Saved data entries ▸
'''

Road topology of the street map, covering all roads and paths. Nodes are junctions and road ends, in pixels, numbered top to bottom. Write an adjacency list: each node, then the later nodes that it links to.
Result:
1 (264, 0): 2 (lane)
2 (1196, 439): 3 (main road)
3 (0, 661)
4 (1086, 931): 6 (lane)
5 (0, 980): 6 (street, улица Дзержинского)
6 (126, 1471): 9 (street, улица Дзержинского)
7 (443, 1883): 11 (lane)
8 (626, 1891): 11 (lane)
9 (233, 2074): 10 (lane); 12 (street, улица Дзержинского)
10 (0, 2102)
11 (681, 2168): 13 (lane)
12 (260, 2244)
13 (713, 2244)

'''

Required action ▸
Print the data above exactly.

Answer for the task ▸
Road topology of the street map, covering all roads and paths. Nodes are junctions and road ends, in pixels, numbered top to bottom. Write an adjacency list: each node, then the later nodes that it links to.
Result:
1 (264, 0): 2 (lane)
2 (1196, 439): 3 (main road)
3 (0, 661)
4 (1086, 931): 6 (lane)
5 (0, 980): 6 (street, улица Дзержинского)
6 (126, 1471): 9 (street, улица Дзержинского)
7 (443, 1883): 11 (lane)
8 (626, 1891): 11 (lane)
9 (233, 2074): 10 (lane); 12 (street, улица Дзержинского)
10 (0, 2102)
11 (681, 2168): 13 (lane)
12 (260, 2244)
13 (713, 2244)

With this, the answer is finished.